The business, founded by ex-Fujitsu employee Roger Longden in 2010, is a specialist in OKR (objectives & key results) management, and is one of the very few experts in this areas outside of the US with most being California-based due to Google, Twitter, LinkedIn and Uber being the most well-known advocates of the framework.
OKRs benefit rapidly-scaling businesses by focusing everyone in the organisation on achieving goals through specific measurable actions and communicating and monitoring progress towards achieving them.
This month saw the launch of the world’s first dedicated OKR podcast and Roger also speaks internationally on the subject as well as guest lectures at MMU Business School.
“So many small businesses have a cohesive unit that works closely together with clear alignment between what the business has to achieve and how the team will achieve it – but then it starts to grow rapidly and the ‘drift’ sets in,” explains Roger.
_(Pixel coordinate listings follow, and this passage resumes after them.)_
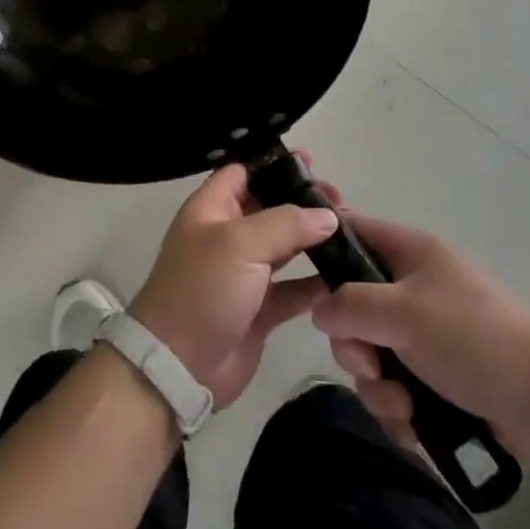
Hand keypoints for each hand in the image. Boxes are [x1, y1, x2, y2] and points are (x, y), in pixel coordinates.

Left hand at [129, 163, 336, 408]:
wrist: (179, 366)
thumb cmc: (203, 289)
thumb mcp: (240, 243)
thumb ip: (287, 223)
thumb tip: (327, 215)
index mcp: (211, 209)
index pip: (242, 172)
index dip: (272, 164)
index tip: (311, 162)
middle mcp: (228, 236)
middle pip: (269, 207)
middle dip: (302, 201)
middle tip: (340, 200)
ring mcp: (244, 273)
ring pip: (285, 247)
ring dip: (313, 240)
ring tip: (350, 232)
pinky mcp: (260, 309)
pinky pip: (293, 288)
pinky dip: (316, 283)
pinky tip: (344, 276)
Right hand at [309, 205, 529, 459]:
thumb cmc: (471, 338)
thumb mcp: (402, 312)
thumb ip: (350, 305)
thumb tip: (319, 309)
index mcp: (409, 253)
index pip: (352, 230)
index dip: (325, 250)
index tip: (306, 287)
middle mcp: (413, 287)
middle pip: (353, 306)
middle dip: (355, 346)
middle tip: (371, 365)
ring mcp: (425, 333)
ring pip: (372, 354)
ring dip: (379, 387)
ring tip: (404, 406)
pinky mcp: (437, 378)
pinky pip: (394, 388)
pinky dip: (399, 410)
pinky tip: (415, 426)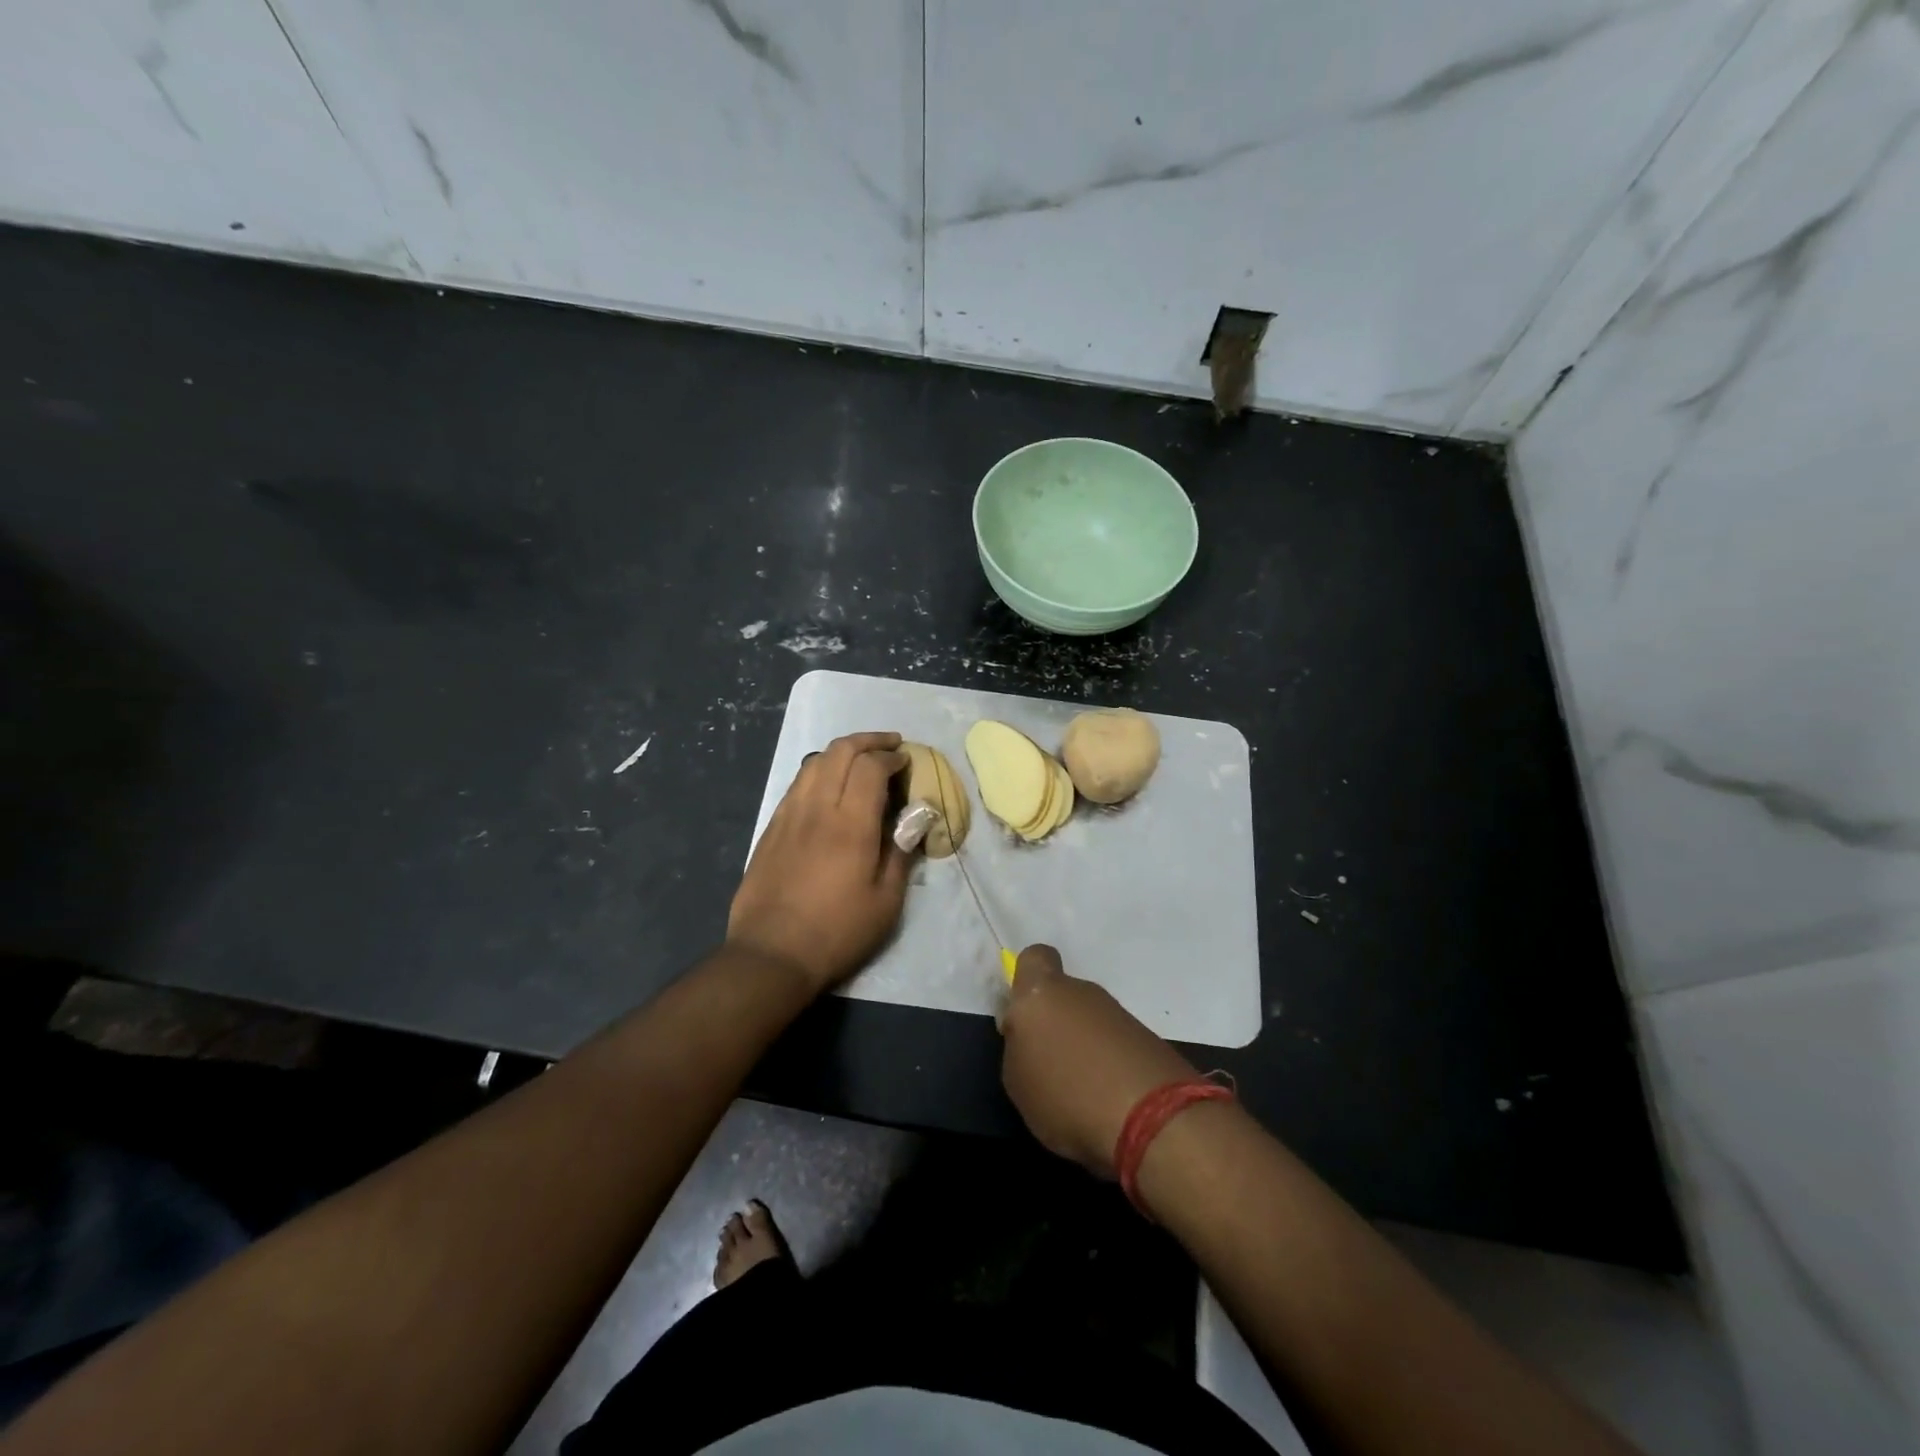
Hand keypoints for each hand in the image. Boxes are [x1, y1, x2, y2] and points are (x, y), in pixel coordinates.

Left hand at [727, 731, 911, 993]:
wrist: (771, 953)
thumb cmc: (837, 931)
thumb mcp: (885, 901)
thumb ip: (901, 853)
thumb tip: (914, 819)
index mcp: (850, 824)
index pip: (870, 767)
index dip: (891, 757)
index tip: (905, 762)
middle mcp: (817, 808)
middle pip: (840, 751)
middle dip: (868, 741)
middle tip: (890, 745)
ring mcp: (789, 815)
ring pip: (815, 762)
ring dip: (842, 751)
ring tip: (861, 758)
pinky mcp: (771, 827)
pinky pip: (798, 783)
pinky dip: (819, 771)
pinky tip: (829, 785)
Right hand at [998, 944, 1195, 1176]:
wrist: (1153, 1119)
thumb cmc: (1067, 1096)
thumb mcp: (1017, 1082)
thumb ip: (1018, 1047)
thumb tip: (1028, 1036)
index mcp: (1041, 993)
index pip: (1034, 958)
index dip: (1026, 981)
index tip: (1023, 1018)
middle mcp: (1081, 991)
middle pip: (1063, 995)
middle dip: (1056, 1023)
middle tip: (1050, 1066)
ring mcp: (1118, 1012)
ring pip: (1090, 1020)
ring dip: (1084, 1046)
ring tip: (1081, 1091)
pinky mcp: (1147, 1037)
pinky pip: (1115, 1043)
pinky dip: (1110, 1063)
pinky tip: (1108, 1099)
“The team starts to lose some of its glue as more people join and organisational complexities increase – things no longer work as well as they did, and they struggle to keep on track and achieve the successes they desire.
“OKRs help everyone see progress towards common goals and the overall strategic objective of the company – they are short, ambitious signals of where you want to go providing the actual deliverable for each objective which marks your progress towards success – keeping you focused and on track.”
There Be Giants is working with a number of UK and European-based gaming and software companies, whilst also receiving interest from organisations internationally in Jamaica, Singapore and South Africa in the first quarter of 2019.
The company works closely in workshops and ‘retrospective’ sessions with clients to tackle a number of challenges - helping alignment with the overall strategic objective, demonstrating clear progress, stopping siloed working by collaborating across the organisation to achieve successes, promoting internal creativity and ambition and allowing for ‘smart failure’ where lessons are learned, and corrective measures taken rapidly.
“It’s been a fast-paced few years for There Be Giants and a very exciting time as agile ways of working have become more widely known and understood in terms of the benefits they can deliver to an organisation,” concludes Roger.